**The task**
Copy out every line from the records that includes "President".

**Exercise materials**
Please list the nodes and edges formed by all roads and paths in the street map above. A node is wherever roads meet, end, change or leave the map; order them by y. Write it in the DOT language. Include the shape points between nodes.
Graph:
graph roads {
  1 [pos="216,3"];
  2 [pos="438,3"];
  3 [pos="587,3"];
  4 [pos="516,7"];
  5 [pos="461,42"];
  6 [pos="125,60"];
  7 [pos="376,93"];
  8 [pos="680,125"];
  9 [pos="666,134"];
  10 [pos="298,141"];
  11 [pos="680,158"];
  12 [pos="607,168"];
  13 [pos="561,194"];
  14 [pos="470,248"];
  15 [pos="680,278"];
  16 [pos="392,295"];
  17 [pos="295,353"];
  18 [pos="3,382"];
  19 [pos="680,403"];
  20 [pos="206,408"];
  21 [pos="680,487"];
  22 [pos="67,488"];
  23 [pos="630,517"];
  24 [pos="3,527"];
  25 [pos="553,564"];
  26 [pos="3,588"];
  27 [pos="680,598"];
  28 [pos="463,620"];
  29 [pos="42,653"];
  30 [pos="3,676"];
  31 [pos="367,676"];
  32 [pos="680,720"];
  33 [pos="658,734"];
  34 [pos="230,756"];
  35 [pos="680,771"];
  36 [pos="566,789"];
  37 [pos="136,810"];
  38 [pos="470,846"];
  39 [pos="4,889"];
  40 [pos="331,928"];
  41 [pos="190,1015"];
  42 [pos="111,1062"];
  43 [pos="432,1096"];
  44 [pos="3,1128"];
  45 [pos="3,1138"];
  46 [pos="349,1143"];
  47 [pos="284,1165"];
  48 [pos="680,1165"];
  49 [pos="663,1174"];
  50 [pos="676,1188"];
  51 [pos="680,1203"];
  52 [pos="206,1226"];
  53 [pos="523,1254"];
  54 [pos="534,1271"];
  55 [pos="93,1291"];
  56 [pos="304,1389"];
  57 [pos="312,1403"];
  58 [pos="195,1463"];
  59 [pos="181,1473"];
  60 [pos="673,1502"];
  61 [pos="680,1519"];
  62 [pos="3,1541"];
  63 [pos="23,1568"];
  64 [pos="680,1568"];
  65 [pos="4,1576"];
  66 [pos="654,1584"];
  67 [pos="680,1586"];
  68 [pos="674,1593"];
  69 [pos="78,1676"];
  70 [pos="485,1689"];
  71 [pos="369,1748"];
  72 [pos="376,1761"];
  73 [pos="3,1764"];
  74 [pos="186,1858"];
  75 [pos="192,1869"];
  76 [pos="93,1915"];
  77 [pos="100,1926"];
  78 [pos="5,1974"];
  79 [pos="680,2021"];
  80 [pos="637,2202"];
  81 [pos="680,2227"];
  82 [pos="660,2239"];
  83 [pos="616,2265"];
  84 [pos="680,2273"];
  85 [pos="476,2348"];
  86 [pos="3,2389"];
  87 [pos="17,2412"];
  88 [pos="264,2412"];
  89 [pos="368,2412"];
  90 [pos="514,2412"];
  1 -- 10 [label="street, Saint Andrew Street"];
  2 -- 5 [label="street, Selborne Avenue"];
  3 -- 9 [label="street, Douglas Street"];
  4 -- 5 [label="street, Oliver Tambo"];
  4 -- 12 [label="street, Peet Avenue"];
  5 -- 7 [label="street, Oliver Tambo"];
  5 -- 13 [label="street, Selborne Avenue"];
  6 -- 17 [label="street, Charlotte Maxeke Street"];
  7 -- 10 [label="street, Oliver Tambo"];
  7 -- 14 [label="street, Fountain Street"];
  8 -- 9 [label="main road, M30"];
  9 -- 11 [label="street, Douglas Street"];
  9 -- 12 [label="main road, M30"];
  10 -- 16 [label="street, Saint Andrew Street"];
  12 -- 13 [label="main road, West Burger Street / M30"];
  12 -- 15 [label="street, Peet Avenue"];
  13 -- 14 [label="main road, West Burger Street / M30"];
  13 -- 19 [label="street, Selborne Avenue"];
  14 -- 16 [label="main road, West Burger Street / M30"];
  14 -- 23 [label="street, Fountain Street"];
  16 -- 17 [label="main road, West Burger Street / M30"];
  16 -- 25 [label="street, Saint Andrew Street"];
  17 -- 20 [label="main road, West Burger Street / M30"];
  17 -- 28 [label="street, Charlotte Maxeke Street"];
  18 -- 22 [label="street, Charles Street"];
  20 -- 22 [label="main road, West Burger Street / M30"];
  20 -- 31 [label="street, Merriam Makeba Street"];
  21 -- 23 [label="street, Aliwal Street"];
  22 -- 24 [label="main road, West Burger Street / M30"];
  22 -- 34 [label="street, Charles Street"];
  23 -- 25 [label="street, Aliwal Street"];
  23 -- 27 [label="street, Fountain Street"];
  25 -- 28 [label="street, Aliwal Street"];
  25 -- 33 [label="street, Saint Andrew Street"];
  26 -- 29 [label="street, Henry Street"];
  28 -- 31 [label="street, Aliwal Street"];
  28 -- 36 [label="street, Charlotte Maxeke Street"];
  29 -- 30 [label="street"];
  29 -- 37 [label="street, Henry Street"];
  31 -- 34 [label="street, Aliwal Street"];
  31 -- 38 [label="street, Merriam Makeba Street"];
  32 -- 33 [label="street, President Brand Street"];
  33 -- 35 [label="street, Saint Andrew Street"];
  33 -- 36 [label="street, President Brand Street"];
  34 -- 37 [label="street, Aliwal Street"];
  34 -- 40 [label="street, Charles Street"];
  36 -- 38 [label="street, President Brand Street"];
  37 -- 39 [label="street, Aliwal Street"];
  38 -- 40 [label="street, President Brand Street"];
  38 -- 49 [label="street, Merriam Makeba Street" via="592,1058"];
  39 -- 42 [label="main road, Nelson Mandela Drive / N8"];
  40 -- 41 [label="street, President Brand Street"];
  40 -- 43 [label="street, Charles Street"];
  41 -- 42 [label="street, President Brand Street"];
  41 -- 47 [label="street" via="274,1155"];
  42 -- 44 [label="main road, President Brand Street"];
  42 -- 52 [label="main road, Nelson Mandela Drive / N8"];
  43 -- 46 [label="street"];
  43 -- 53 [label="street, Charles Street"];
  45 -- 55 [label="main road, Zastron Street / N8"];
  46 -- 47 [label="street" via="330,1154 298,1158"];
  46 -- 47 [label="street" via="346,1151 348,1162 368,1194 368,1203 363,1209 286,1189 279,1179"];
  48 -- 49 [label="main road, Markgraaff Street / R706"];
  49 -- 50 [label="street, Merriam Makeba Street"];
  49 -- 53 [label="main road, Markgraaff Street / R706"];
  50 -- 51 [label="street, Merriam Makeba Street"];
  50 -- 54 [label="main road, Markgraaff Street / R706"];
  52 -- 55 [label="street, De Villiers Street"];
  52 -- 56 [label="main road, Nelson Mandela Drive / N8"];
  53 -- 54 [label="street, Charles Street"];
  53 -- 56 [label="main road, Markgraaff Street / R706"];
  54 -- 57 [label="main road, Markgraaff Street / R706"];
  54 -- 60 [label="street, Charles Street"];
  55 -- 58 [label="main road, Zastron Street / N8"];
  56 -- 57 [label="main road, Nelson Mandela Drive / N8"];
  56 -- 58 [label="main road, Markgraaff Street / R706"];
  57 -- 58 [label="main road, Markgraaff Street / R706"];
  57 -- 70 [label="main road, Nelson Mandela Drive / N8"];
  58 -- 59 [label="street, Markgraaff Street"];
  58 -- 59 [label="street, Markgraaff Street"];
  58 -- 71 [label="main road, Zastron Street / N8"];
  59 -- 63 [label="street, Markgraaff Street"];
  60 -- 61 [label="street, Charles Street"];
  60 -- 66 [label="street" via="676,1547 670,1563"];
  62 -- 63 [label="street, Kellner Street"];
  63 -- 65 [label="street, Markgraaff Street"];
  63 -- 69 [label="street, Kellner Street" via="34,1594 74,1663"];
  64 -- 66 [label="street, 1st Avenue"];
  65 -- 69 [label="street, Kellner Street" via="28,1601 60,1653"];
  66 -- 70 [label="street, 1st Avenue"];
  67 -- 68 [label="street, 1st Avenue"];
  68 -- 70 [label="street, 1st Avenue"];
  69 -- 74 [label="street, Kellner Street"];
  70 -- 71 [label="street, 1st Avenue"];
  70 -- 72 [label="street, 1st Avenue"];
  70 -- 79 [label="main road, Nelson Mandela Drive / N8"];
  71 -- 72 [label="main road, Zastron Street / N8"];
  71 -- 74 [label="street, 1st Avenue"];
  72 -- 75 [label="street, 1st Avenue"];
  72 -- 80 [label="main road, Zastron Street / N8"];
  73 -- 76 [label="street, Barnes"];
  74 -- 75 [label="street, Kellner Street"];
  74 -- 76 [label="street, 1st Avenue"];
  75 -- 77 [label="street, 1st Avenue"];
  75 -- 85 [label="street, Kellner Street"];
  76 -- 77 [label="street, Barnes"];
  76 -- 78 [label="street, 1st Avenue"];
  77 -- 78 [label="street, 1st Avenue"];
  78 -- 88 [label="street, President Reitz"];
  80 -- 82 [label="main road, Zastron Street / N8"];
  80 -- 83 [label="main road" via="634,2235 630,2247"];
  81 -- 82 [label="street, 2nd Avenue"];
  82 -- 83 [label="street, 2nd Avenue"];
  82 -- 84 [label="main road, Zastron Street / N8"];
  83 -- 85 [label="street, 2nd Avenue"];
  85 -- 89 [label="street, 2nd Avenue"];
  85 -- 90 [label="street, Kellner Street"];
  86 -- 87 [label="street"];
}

**Result below**
  32 -- 33 [label="street, President Brand Street"];
  33 -- 36 [label="street, President Brand Street"];
  36 -- 38 [label="street, President Brand Street"];
  38 -- 40 [label="street, President Brand Street"];
  40 -- 41 [label="street, President Brand Street"];
  41 -- 42 [label="street, President Brand Street"];
  42 -- 44 [label="main road, President Brand Street"];
  78 -- 88 [label="street, President Reitz"];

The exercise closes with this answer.